Now his wife walked into the study. She wore a long black strapless dress. She had been having coffee downstairs with Writer Louis Auchincloss, who was sleeping overnight at the mansion. Cuomo immediately jumped out of his chair and began hugging her, kidding in a deadpan voice that she has never even read his diaries. For a moment she looked flustered that he said it openly. A vibrant and attractive woman with shiny eyes and a slim figure, she is less intense than her husband and handles him easily. Cuomo said it was impossible for anyone to understand him without accounting for Matilda. She is central to his whole life. After standing for a time, she slid away while he was talking.

The question of Cuomo's treatment of his staff arose. He is upset by criticism that he squelches them. He knows he pushes hard but is proud of their work. Suddenly Cuomo reached for the nearby phone and dialed the Governor's office. It was 11 p.m. Chief of Staff Gerald Crotty answered, still on the job. Cuomo smiled to himself, spoke a few lines and hung up. Stories about his temper, Cuomo said, are way out of date. He takes criticism far less personally now. He has stopped calling to complain to writers; these days it causes too much commotion. But anonymous criticism still angers him. "These gutless wonders," said the ostensibly better-controlled Cuomo, getting worked up at the thought. "They're like shadows. How do you fight them?"

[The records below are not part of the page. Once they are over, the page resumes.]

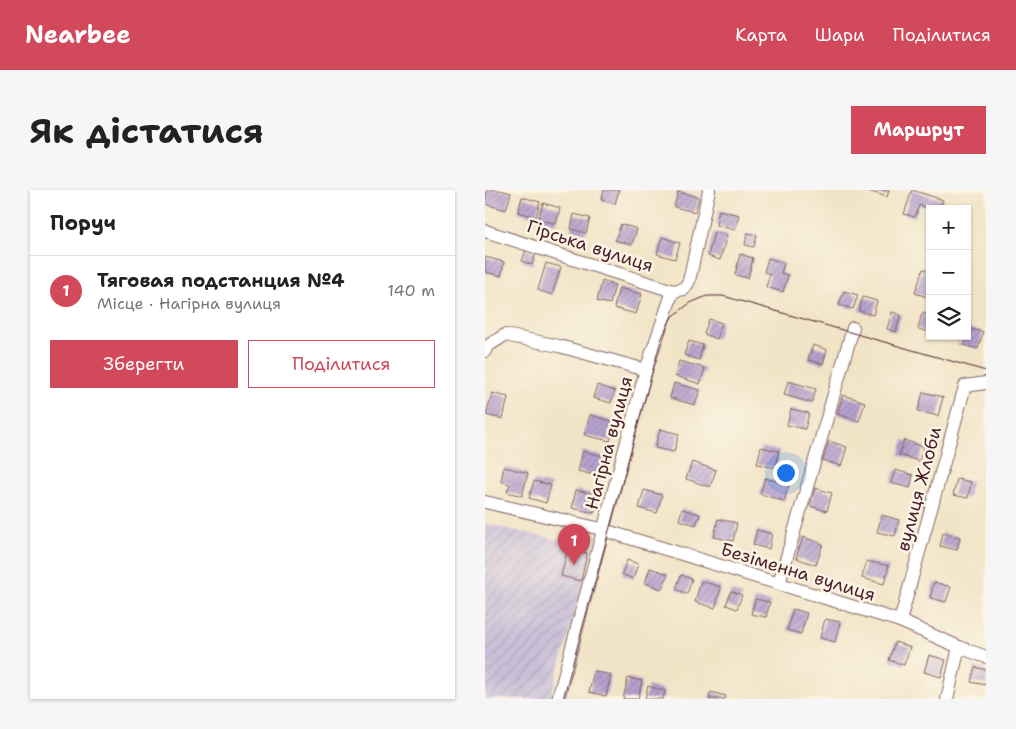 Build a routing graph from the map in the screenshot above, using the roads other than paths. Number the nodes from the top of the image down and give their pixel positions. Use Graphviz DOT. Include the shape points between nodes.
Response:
graph roads {
  1 [pos="709,190"];
  2 [pos="485,230"];
  3 [pos="679,290"];
  4 [pos="853,328"];
  5 [pos="485,351"];
  6 [pos="646,370"];
  7 [pos="986,383"];
  8 [pos="485,502"];
  9 [pos="601,529"];
  10 [pos="779,584"];
  11 [pos="901,621"];
  12 [pos="959,647"];
  13 [pos="986,657"];
  14 [pos="558,699"];
  15 [pos="947,699"];
  1 -- 3 [label="street, Нагірна вулиця" via="689,282"];
  2 -- 3 [label="street, Гірська вулиця"];
  3 -- 6 [label="street, Нагірна вулиця"];
  4 -- 10 [label="street"];
  5 -- 6 [label="street, Нагірна вулиця" via="486,347 505,336 559,346"];
  6 -- 9 [label="street, Нагірна вулиця"];
  7 -- 11 [label="street, вулиця Жлоби" via="965,386"];
  8 -- 9 [label="street, Нагірна вулиця"];
  9 -- 10 [label="street, Безіменна вулиця"];
  9 -- 14 [label="street, Нагірна вулиця"];
  10 -- 11 [label="street, Безіменна вулиця"];
  11 -- 12 [label="street, Безіменна вулиця"];
  12 -- 13 [label="street, Безіменна вулиця"];
  12 -- 15 [label="street"];
}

A question about the presidency made Cuomo choose his words carefully. He is in no way afraid of the job, he said. He is convinced that his theme of family is right for the country. So far, he is not all that impressed with the predicted field of candidates in either party. There is a certain drabness, Cuomo said. George Bush is a continuing calamity. He does not think much of Gary Hart.

Does he really want to be President? Cuomo was asked. He paused for a moment. The question troubled him. He seems unable to deal with his own ambiguous feelings. He and Matilda have never had a single conversation about the presidency, Cuomo said. Slowly he rubbed his fingers over his chin. "I see that job as a burden," he answered, "not as an opportunity." He glanced over at Lincoln's bronze hands. He views the job much as Lincoln did, Cuomo said, and as Lincoln did, he muses on the biblical phrase "Let this cup pass."

But he might not be able to let it pass; so much is already in motion around him. For now he will keep the presidency out of his mind, and out of his diary. Better to hold for later that favorite option of coming from way behind. It is too early to be under siege.